**TASK DESCRIPTION:**
Would you please return the lines of the entries below starting at the line that has "for (const [text, x, y, turn" and ending at the line that has "M317,17L324,37L298,46L291,27Z", both included, exactly as they are?

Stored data

----------

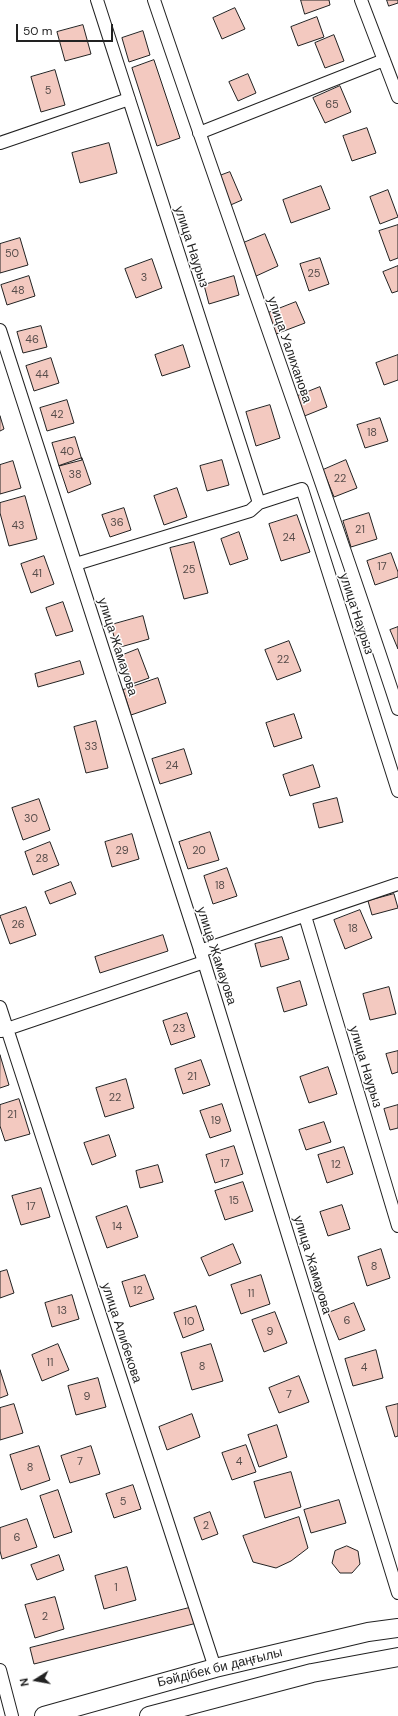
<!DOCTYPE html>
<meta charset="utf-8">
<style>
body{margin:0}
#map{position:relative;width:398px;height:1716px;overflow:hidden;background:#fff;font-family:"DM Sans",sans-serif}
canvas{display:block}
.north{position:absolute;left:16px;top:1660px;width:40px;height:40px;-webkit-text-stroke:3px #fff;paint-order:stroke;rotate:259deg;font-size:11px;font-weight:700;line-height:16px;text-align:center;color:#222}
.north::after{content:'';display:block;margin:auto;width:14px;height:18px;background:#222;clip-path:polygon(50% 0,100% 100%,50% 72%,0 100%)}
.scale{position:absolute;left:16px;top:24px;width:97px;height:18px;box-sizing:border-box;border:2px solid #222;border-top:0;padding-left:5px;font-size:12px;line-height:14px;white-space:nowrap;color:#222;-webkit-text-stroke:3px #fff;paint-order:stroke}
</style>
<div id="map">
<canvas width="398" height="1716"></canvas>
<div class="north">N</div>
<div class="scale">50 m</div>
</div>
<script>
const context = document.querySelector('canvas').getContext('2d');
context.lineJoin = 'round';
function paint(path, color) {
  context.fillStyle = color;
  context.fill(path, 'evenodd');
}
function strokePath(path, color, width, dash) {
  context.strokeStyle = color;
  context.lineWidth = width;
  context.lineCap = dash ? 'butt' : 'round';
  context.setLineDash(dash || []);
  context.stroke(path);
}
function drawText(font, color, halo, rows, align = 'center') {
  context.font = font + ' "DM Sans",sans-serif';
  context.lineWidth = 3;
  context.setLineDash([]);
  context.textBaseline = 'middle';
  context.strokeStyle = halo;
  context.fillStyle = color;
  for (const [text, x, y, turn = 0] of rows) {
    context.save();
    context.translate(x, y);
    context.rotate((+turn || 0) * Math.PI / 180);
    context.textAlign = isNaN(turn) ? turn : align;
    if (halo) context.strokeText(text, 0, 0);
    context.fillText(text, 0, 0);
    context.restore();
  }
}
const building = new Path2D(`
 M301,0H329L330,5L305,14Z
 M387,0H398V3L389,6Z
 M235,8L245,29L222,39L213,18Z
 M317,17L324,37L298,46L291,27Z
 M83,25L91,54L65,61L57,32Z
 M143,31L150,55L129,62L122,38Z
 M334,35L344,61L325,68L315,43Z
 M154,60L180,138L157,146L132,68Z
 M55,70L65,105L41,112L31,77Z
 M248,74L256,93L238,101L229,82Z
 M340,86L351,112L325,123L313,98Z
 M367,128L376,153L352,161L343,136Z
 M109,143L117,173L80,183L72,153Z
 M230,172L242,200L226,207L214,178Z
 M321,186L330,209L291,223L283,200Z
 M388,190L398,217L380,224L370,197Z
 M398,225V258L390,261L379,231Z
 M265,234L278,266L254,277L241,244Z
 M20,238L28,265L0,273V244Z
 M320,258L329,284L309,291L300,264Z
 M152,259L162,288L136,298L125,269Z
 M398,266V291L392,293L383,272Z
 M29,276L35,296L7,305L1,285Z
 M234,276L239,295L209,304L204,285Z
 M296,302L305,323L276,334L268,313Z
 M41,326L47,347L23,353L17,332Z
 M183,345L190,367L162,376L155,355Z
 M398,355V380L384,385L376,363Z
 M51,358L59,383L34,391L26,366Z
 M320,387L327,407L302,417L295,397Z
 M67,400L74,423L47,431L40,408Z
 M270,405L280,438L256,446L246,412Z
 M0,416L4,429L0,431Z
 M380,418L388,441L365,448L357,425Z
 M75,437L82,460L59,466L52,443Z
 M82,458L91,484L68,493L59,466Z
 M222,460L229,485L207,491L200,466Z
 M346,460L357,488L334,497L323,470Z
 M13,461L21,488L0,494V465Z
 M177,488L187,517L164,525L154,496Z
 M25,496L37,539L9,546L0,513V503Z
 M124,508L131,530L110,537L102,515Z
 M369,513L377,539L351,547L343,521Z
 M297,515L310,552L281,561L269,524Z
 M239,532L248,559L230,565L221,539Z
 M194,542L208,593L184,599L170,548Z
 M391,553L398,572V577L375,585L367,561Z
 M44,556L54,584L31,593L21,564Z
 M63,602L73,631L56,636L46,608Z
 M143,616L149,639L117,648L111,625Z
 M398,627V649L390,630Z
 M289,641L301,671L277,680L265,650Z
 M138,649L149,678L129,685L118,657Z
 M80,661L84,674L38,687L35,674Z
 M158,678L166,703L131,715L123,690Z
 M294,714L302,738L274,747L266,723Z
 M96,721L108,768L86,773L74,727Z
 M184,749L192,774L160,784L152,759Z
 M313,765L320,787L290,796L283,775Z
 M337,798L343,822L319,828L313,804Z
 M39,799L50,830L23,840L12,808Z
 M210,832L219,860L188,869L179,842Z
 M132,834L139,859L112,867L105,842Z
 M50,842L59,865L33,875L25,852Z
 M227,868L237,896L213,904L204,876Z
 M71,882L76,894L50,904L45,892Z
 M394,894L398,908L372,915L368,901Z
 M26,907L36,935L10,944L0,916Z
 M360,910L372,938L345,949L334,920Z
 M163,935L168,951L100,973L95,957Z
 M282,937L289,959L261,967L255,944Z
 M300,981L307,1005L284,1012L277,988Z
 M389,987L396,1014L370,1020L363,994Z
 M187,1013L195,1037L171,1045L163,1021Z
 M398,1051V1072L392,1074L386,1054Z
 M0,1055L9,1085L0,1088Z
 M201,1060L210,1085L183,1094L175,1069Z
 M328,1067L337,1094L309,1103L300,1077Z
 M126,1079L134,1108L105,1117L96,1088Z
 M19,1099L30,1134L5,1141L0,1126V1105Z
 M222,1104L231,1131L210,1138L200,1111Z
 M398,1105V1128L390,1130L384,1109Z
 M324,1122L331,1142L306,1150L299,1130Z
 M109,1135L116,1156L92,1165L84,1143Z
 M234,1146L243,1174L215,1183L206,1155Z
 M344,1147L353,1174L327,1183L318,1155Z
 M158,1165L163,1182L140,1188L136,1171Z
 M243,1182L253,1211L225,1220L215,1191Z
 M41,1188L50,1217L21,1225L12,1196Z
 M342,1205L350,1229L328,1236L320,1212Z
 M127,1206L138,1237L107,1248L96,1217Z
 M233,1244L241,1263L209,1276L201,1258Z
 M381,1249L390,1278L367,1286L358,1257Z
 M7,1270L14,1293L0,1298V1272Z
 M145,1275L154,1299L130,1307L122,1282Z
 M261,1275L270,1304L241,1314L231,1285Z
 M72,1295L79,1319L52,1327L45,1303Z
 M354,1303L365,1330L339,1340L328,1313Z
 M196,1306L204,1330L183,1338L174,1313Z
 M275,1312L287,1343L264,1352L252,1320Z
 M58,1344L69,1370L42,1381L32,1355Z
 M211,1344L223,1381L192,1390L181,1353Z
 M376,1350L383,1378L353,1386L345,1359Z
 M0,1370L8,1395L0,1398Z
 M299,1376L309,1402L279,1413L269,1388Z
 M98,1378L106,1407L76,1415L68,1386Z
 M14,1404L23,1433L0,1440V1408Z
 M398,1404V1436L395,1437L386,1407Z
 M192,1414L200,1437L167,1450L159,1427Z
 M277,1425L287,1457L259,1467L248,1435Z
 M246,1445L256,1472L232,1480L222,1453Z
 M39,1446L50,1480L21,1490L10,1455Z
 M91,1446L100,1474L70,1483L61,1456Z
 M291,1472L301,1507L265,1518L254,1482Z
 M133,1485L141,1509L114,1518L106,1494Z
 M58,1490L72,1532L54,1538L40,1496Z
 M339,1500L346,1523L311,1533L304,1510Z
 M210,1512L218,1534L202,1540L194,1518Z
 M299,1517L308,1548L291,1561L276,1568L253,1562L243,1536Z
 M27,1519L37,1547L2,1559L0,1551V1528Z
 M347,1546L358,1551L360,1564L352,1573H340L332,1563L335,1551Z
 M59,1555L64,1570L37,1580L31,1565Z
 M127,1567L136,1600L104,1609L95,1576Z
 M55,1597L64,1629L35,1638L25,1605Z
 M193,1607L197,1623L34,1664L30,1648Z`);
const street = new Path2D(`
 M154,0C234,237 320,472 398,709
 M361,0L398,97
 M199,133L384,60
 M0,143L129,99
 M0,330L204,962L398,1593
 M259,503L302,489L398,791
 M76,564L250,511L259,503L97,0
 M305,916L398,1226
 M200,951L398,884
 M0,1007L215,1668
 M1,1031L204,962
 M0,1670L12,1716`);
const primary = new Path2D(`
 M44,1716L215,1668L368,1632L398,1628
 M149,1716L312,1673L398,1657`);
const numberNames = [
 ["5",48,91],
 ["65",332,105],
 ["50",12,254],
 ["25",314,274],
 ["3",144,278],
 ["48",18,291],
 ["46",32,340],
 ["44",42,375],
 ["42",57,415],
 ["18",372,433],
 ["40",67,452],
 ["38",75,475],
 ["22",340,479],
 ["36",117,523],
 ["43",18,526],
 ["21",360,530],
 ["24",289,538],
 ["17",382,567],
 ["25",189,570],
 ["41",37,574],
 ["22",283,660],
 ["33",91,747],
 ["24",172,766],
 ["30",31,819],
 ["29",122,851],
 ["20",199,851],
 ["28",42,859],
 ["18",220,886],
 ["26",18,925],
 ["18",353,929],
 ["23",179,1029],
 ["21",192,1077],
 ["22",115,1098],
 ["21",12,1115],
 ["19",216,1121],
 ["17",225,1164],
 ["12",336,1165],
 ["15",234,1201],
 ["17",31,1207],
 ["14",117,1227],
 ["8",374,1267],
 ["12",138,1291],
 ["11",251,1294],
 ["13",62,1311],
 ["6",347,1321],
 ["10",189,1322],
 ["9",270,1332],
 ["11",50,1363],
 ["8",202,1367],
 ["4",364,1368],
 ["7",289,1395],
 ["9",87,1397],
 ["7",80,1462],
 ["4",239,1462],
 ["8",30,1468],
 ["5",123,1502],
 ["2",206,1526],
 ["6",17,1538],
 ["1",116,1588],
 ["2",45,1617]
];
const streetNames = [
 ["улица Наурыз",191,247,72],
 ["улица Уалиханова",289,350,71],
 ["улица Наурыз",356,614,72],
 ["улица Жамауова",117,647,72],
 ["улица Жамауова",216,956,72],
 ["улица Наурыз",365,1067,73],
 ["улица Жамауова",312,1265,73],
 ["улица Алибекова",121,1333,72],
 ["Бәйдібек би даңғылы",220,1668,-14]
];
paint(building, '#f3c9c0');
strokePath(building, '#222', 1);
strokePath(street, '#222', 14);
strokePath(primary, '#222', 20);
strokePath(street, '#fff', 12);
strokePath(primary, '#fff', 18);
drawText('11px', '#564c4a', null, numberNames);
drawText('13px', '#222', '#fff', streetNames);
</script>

----------

**EXERCISE RESPONSE:**
  for (const [text, x, y, turn = 0] of rows) {
    context.save();
    context.translate(x, y);
    context.rotate((+turn || 0) * Math.PI / 180);
    context.textAlign = isNaN(turn) ? turn : align;
    if (halo) context.strokeText(text, 0, 0);
    context.fillText(text, 0, 0);
    context.restore();
  }
}
const building = new Path2D(`
 M301,0H329L330,5L305,14Z
 M387,0H398V3L389,6Z
 M235,8L245,29L222,39L213,18Z
 M317,17L324,37L298,46L291,27Z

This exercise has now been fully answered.